- What is required -
The output should be every line below that includes the word "Coquelicots".

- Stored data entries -
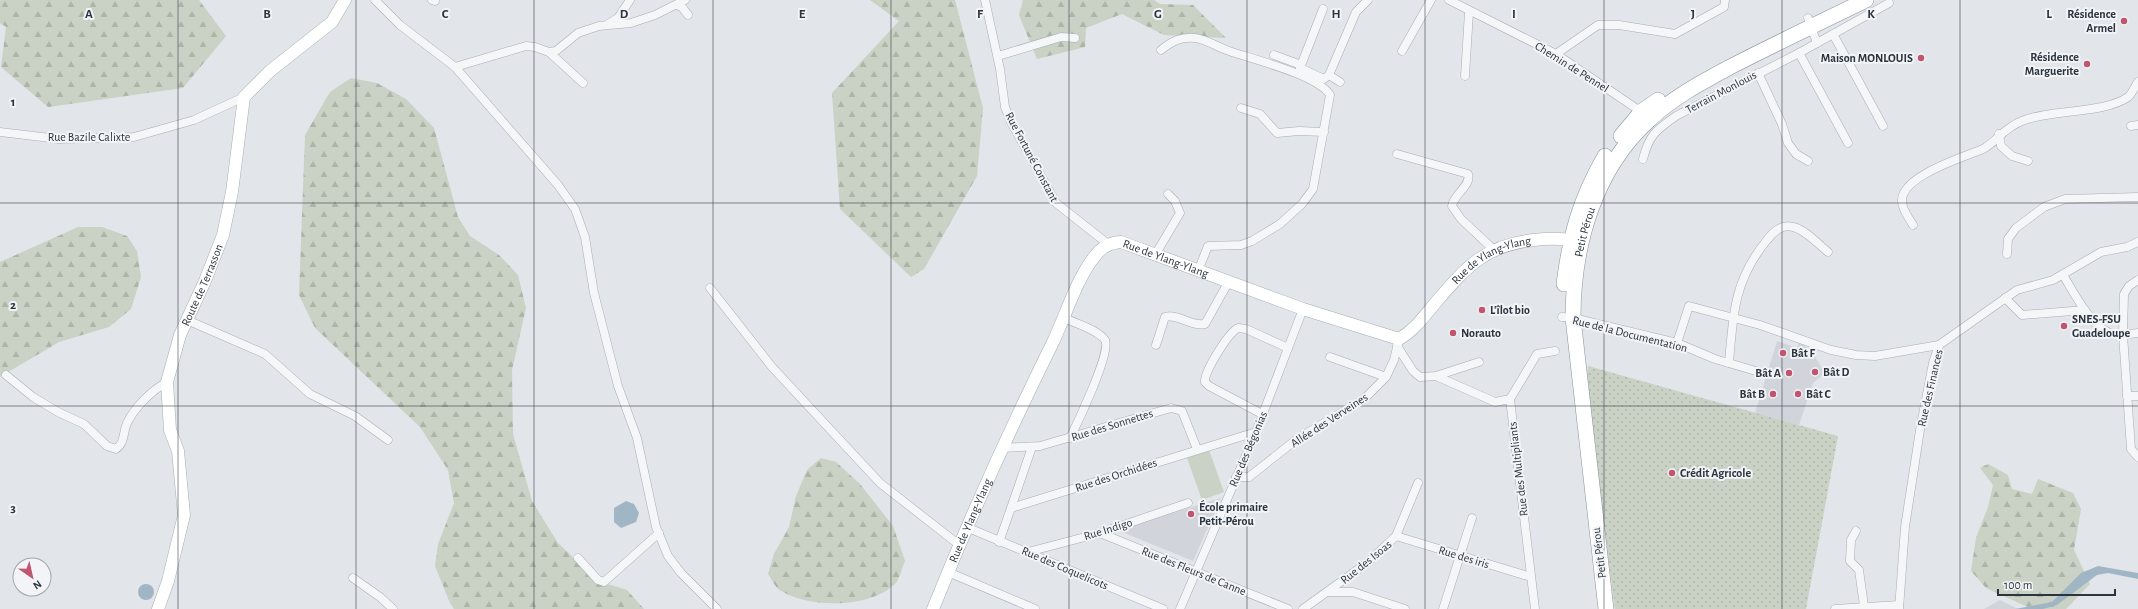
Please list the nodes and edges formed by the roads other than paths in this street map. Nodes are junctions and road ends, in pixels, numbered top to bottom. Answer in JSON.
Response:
{"nodes":[{"id":1,"x":345,"y":0,"type":"edge"},
{"id":2,"x":375,"y":0,"type":"edge"},
{"id":3,"x":630,"y":0,"type":"edge"},
{"id":4,"x":685,"y":0,"type":"edge"},
{"id":5,"x":985,"y":0,"type":"edge"},
{"id":6,"x":1368,"y":0,"type":"edge"},
{"id":7,"x":1431,"y":0,"type":"edge"},
{"id":8,"x":1449,"y":0,"type":"edge"},
{"id":9,"x":1725,"y":0,"type":"edge"},
{"id":10,"x":1846,"y":0,"type":"edge"},
{"id":11,"x":1866,"y":0,"type":"edge"},
{"id":12,"x":1889,"y":3,"type":"dead end"},
{"id":13,"x":678,"y":5,"type":"junction"},
{"id":14,"x":1323,"y":8,"type":"dead end"},
{"id":15,"x":1470,"y":12,"type":"junction"},
{"id":16,"x":688,"y":15,"type":"dead end"},
{"id":17,"x":1810,"y":22,"type":"junction"},
{"id":18,"x":608,"y":24,"type":"junction"},
{"id":19,"x":1833,"y":34,"type":"junction"},
{"id":20,"x":1075,"y":38,"type":"dead end"},
{"id":21,"x":1818,"y":43,"type":"junction"},
{"id":22,"x":1161,"y":50,"type":"dead end"},
{"id":23,"x":1402,"y":51,"type":"dead end"},
{"id":24,"x":549,"y":52,"type":"junction"},
{"id":25,"x":1799,"y":53,"type":"junction"},
{"id":26,"x":1556,"y":54,"type":"junction"},
{"id":27,"x":1274,"y":55,"type":"dead end"},
{"id":28,"x":998,"y":56,"type":"junction"},
{"id":29,"x":1301,"y":65,"type":"junction"},
{"id":30,"x":455,"y":67,"type":"junction"},
{"id":31,"x":1758,"y":73,"type":"junction"},
{"id":32,"x":1329,"y":75,"type":"junction"},
{"id":33,"x":1465,"y":76,"type":"dead end"},
{"id":34,"x":1340,"y":82,"type":"dead end"},
{"id":35,"x":2138,"y":82,"type":"edge"},
{"id":36,"x":583,"y":83,"type":"dead end"},
{"id":37,"x":244,"y":97,"type":"junction"},
{"id":38,"x":1241,"y":108,"type":"dead end"},
{"id":39,"x":1645,"y":115,"type":"junction"},
{"id":40,"x":1884,"y":126,"type":"dead end"},
{"id":41,"x":0,"y":132,"type":"edge"},
{"id":42,"x":1324,"y":132,"type":"junction"},
{"id":43,"x":1999,"y":134,"type":"junction"},
{"id":44,"x":1848,"y":143,"type":"dead end"},
{"id":45,"x":1397,"y":154,"type":"dead end"},
{"id":46,"x":1642,"y":159,"type":"dead end"},
{"id":47,"x":1808,"y":161,"type":"dead end"},
{"id":48,"x":2028,"y":161,"type":"dead end"},
{"id":49,"x":1168,"y":194,"type":"dead end"},
{"id":50,"x":2138,"y":197,"type":"edge"},
{"id":51,"x":1913,"y":225,"type":"dead end"},
{"id":52,"x":1575,"y":241,"type":"junction"},
{"id":53,"x":2138,"y":242,"type":"edge"},
{"id":54,"x":1108,"y":244,"type":"junction"},
{"id":55,"x":1493,"y":249,"type":"junction"},
{"id":56,"x":1828,"y":252,"type":"dead end"},
{"id":57,"x":2007,"y":254,"type":"dead end"},
{"id":58,"x":1155,"y":255,"type":"junction"},
{"id":59,"x":1198,"y":271,"type":"junction"},
{"id":60,"x":2063,"y":275,"type":"junction"},
{"id":61,"x":2138,"y":280,"type":"edge"},
{"id":62,"x":1228,"y":281,"type":"junction"},
{"id":63,"x":710,"y":288,"type":"dead end"},
{"id":64,"x":2005,"y":298,"type":"junction"},
{"id":65,"x":1303,"y":309,"type":"junction"},
{"id":66,"x":2085,"y":310,"type":"junction"},
{"id":67,"x":1568,"y":317,"type":"junction"},
{"id":68,"x":1064,"y":318,"type":"junction"},
{"id":69,"x":1732,"y":318,"type":"junction"},
{"id":70,"x":187,"y":320,"type":"junction"},
{"id":71,"x":2138,"y":334,"type":"edge"},
{"id":72,"x":2123,"y":335,"type":"junction"},
{"id":73,"x":1398,"y":343,"type":"junction"},
{"id":74,"x":1677,"y":344,"type":"junction"},
{"id":75,"x":1156,"y":345,"type":"dead end"},
{"id":76,"x":1939,"y":345,"type":"junction"},
{"id":77,"x":1288,"y":348,"type":"junction"},
{"id":78,"x":1555,"y":351,"type":"dead end"},
{"id":79,"x":1330,"y":357,"type":"dead end"},
{"id":80,"x":1479,"y":362,"type":"dead end"},
{"id":81,"x":1729,"y":363,"type":"junction"},
{"id":82,"x":1766,"y":374,"type":"dead end"},
{"id":83,"x":6,"y":376,"type":"dead end"},
{"id":84,"x":1436,"y":376,"type":"junction"},
{"id":85,"x":1386,"y":377,"type":"junction"},
{"id":86,"x":167,"y":382,"type":"junction"},
{"id":87,"x":2127,"y":396,"type":"junction"},
{"id":88,"x":2138,"y":396,"type":"edge"},
{"id":89,"x":1510,"y":399,"type":"junction"},
{"id":90,"x":1262,"y":414,"type":"junction"},
{"id":91,"x":1256,"y":432,"type":"junction"},
{"id":92,"x":1070,"y":438,"type":"junction"},
{"id":93,"x":388,"y":440,"type":"dead end"},
{"id":94,"x":1032,"y":447,"type":"junction"},
{"id":95,"x":1001,"y":448,"type":"junction"},
{"id":96,"x":1197,"y":449,"type":"junction"},
{"id":97,"x":2138,"y":457,"type":"edge"},
{"id":98,"x":1236,"y":477,"type":"junction"},
{"id":99,"x":1418,"y":483,"type":"dead end"},
{"id":100,"x":1188,"y":503,"type":"dead end"},
{"id":101,"x":1011,"y":508,"type":"junction"},
{"id":102,"x":1472,"y":518,"type":"dead end"},
{"id":103,"x":966,"y":527,"type":"junction"},
{"id":104,"x":1856,"y":531,"type":"dead end"},
{"id":105,"x":659,"y":533,"type":"junction"},
{"id":106,"x":1100,"y":533,"type":"junction"},
{"id":107,"x":1396,"y":536,"type":"junction"},
{"id":108,"x":999,"y":542,"type":"junction"},
{"id":109,"x":958,"y":544,"type":"junction"},
{"id":110,"x":1028,"y":552,"type":"junction"},
{"id":111,"x":1460,"y":555,"type":"junction"},
{"id":112,"x":578,"y":558,"type":"dead end"},
{"id":113,"x":1196,"y":571,"type":"junction"},
{"id":114,"x":948,"y":572,"type":"junction"},
{"id":115,"x":1532,"y":577,"type":"junction"},
{"id":116,"x":353,"y":578,"type":"dead end"},
{"id":117,"x":1328,"y":592,"type":"junction"},
{"id":118,"x":1385,"y":606,"type":"edge"},
{"id":119,"x":1864,"y":606,"type":"junction"},
{"id":120,"x":1899,"y":607,"type":"edge"},
{"id":121,"x":158,"y":609,"type":"edge"},
{"id":122,"x":393,"y":609,"type":"edge"},
{"id":123,"x":717,"y":609,"type":"edge"},
{"id":124,"x":933,"y":609,"type":"edge"},
{"id":125,"x":1035,"y":609,"type":"edge"},
{"id":126,"x":1163,"y":609,"type":"edge"},
{"id":127,"x":1180,"y":609,"type":"edge"},
{"id":128,"x":1288,"y":609,"type":"edge"},
{"id":129,"x":1303,"y":609,"type":"edge"},
{"id":130,"x":1405,"y":609,"type":"edge"},
{"id":131,"x":1443,"y":609,"type":"edge"},
{"id":132,"x":1535,"y":609,"type":"edge"},
{"id":133,"x":1596,"y":609,"type":"edge"},
{"id":134,"x":1606,"y":609,"type":"edge"},
{"id":135,"x":1835,"y":609,"type":"edge"}],
"edges":[{"from":1,"to":37,"type":"street"},
{"from":2,"to":30,"type":"street"},
{"from":3,"to":18,"type":"street"},
{"from":4,"to":13,"type":"street"},
{"from":5,"to":28,"type":"street","name":"Rue Fortuné Constant"},
{"from":6,"to":32,"type":"street"},
{"from":7,"to":23,"type":"street"},
{"from":8,"to":15,"type":"street","name":"Chemin de Pennel"},
{"from":9,"to":26,"type":"street"},
{"from":10,"to":17,"type":"highway","name":"Petit Pérou"},
{"from":11,"to":17,"type":"highway","name":"Petit Pérou"},
{"from":12,"to":19,"type":"street","name":"Terrain Monlouis"},
{"from":13,"to":16,"type":"street"},
{"from":13,"to":18,"type":"street"},
{"from":14,"to":29,"type":"street"},
{"from":15,"to":26,"type":"street","name":"Chemin de Pennel"},
{"from":15,"to":33,"type":"street"},
{"from":17,"to":21,"type":"street"},
{"from":17,"to":39,"type":"highway","name":"Petit Pérou"},
{"from":18,"to":24,"type":"street"},
{"from":19,"to":21,"type":"street","name":"Terrain Monlouis"},
{"from":19,"to":40,"type":"street"},
{"from":20,"to":28,"type":"street"},
{"from":21,"to":25,"type":"street","name":"Terrain Monlouis"},
{"from":22,"to":42,"type":"street"},
{"from":24,"to":30,"type":"street"},
{"from":24,"to":36,"type":"street"},
{"from":25,"to":31,"type":"street","name":"Terrain Monlouis"},
{"from":25,"to":44,"type":"street"},
{"from":26,"to":39,"type":"street","name":"Chemin de Pennel"},
{"from":27,"to":29,"type":"street"},
{"from":28,"to":54,"type":"street","name":"Rue Fortuné Constant"},
{"from":29,"to":32,"type":"street"},
{"from":30,"to":105,"type":"street"},
{"from":31,"to":46,"type":"street","name":"Terrain Monlouis"},
{"from":31,"to":47,"type":"street"},
{"from":32,"to":34,"type":"street"},
{"from":35,"to":43,"type":"street"},
{"from":37,"to":41,"type":"street","name":"Rue Bazile Calixte"},
{"from":37,"to":70,"type":"street","name":"Route de Terrasson"},
{"from":38,"to":42,"type":"street"},
{"from":39,"to":52,"type":"highway","name":"Petit Pérou"},
{"from":42,"to":59,"type":"street"},
{"from":43,"to":48,"type":"street"},
{"from":43,"to":51,"type":"street"},
{"from":45,"to":55,"type":"street"},
{"from":49,"to":58,"type":"street"},
{"from":50,"to":57,"type":"street"},
{"from":52,"to":55,"type":"street","name":"Rue de Ylang-Ylang"},
{"from":52,"to":67,"type":"highway","name":"Petit Pérou"},
{"from":53,"to":60,"type":"street","name":"Rue des Finances"},
{"from":54,"to":58,"type":"street","name":"Rue de Ylang-Ylang"},
{"from":54,"to":68,"type":"street","name":"Rue de Ylang-Ylang"},
{"from":55,"to":73,"type":"street","name":"Rue de Ylang-Ylang"},
{"from":56,"to":69,"type":"street"},
{"from":58,"to":59,"type":"street","name":"Rue de Ylang-Ylang"},
{"from":59,"to":62,"type":"street","name":"Rue de Ylang-Ylang"},
{"from":60,"to":64,"type":"street","name":"Rue des Finances"},
{"from":60,"to":66,"type":"street"},
{"from":61,"to":72,"type":"street"},
{"from":62,"to":65,"type":"street","name":"Rue de Ylang-Ylang"},
{"from":62,"to":75,"type":"street"},
{"from":63,"to":109,"type":"street"},
{"from":64,"to":66,"type":"street"},
{"from":64,"to":76,"type":"street","name":"Rue des Finances"},
{"from":65,"to":73,"type":"street","name":"Rue de Ylang-Ylang"},
{"from":65,"to":77,"type":"street","name":"Rue des Bégonias"},
{"from":66,"to":72,"type":"street"},
{"from":67,"to":74,"type":"street","name":"Rue de la Documentation"},
{"from":67,"to":133,"type":"highway","name":"Petit Pérou"},
{"from":67,"to":134,"type":"highway","name":"Petit Pérou"},
{"from":68,"to":92,"type":"street"},
{"from":68,"to":95,"type":"street","name":"Rue de Ylang-Ylang"},
{"from":69,"to":74,"type":"street"},
{"from":69,"to":76,"type":"street"},
{"from":69,"to":81,"type":"street"},
{"from":70,"to":86,"type":"street","name":"Route de Terrasson"},
{"from":70,"to":93,"type":"street"},
{"from":71,"to":72,"type":"street"},
{"from":72,"to":87,"type":"street"},
{"from":73,"to":84,"type":"street"},
{"from":73,"to":85,"type":"street","name":"Allée des Verveines"},
{"from":74,"to":81,"type":"street","name":"Rue de la Documentation"},
{"from":76,"to":120,"type":"street","name":"Rue des Finances"},
{"from":77,"to":90,"type":"street","name":"Rue des Bégonias"},
{"from":77,"to":90,"type":"street"},
{"from":78,"to":89,"type":"street"},
{"from":79,"to":85,"type":"street"},
{"from":80,"to":84,"type":"street"},
{"from":81,"to":82,"type":"street","name":"Rue de la Documentation"},
{"from":83,"to":86,"type":"street"},
{"from":84,"to":89,"type":"street"},
{"from":85,"to":98,"type":"street","name":"Allée des Verveines"},
{"from":86,"to":121,"type":"street","name":"Route de Terrasson"},
{"from":87,"to":88,"type":"street"},
{"from":87,"to":97,"type":"street"},
{"from":89,"to":115,"type":"street","name":"Rue des Multipliants"},
{"from":90,"to":91,"type":"street","name":"Rue des Bégonias"},
{"from":91,"to":96,"type":"street","name":"Rue des Orchidées"},
{"from":91,"to":98,"type":"street","name":"Rue des Bégonias"},
{"from":92,"to":94,"type":"street","name":"Rue des Sonnettes"},
{"from":92,"to":96,"type":"street","name":"Rue des Sonnettes"},
{"from":94,"to":95,"type":"street","name":"Rue des Sonnettes"},
{"from":94,"to":101,"type":"street"},
{"from":95,"to":103,"type":"street","name":"Rue de Ylang-Ylang"},
{"from":96,"to":101,"type":"street","name":"Rue des Orchidées"},
{"from":98,"to":113,"type":"street","name":"Rue des Bégonias"},
{"from":99,"to":107,"type":"street","name":"Rue des Isoas"},
{"from":100,"to":106,"type":"street","name":"Rue Indigo"},
{"from":101,"to":108,"type":"street"},
{"from":102,"to":111,"type":"street"},
{"from":103,"to":108,"type":"street","name":"Rue des Coquelicots"},
{"from":103,"to":109,"type":"street","name":"Rue de Ylang-Ylang"},
{"from":104,"to":119,"type":"street"},
{"from":105,"to":112,"type":"street"},
{"from":105,"to":123,"type":"street"},
{"from":106,"to":110,"type":"street","name":"Rue Indigo"},
{"from":106,"to":113,"type":"street","name":"Rue des Fleurs de Canne"},
{"from":107,"to":111,"type":"street","name":"Rue des iris"},
{"from":107,"to":117,"type":"street","name":"Rue des Isoas"},
{"from":108,"to":110,"type":"street","name":"Rue des Coquelicots"},
{"from":109,"to":114,"type":"street","name":"Rue de Ylang-Ylang"},
{"from":110,"to":126,"type":"street","name":"Rue des Coquelicots"},
{"from":111,"to":115,"type":"street","name":"Rue des iris"},
{"from":111,"to":131,"type":"street"},
{"from":113,"to":127,"type":"street","name":"Rue des Bégonias"},
{"from":113,"to":128,"type":"street","name":"Rue des Fleurs de Canne"},
{"from":114,"to":124,"type":"street","name":"Rue de Ylang-Ylang"},
{"from":114,"to":125,"type":"street"},
{"from":115,"to":132,"type":"street","name":"Rue des Multipliants"},
{"from":116,"to":122,"type":"street"},
{"from":117,"to":118,"type":"street"},
{"from":117,"to":129,"type":"street","name":"Rue des Isoas"},
{"from":118,"to":130,"type":"street"},
{"from":119,"to":120,"type":"street"},
{"from":119,"to":135,"type":"street"}]}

- Your response -
{"from":103,"to":108,"type":"street","name":"Rue des Coquelicots"},
{"from":108,"to":110,"type":"street","name":"Rue des Coquelicots"},
{"from":110,"to":126,"type":"street","name":"Rue des Coquelicots"},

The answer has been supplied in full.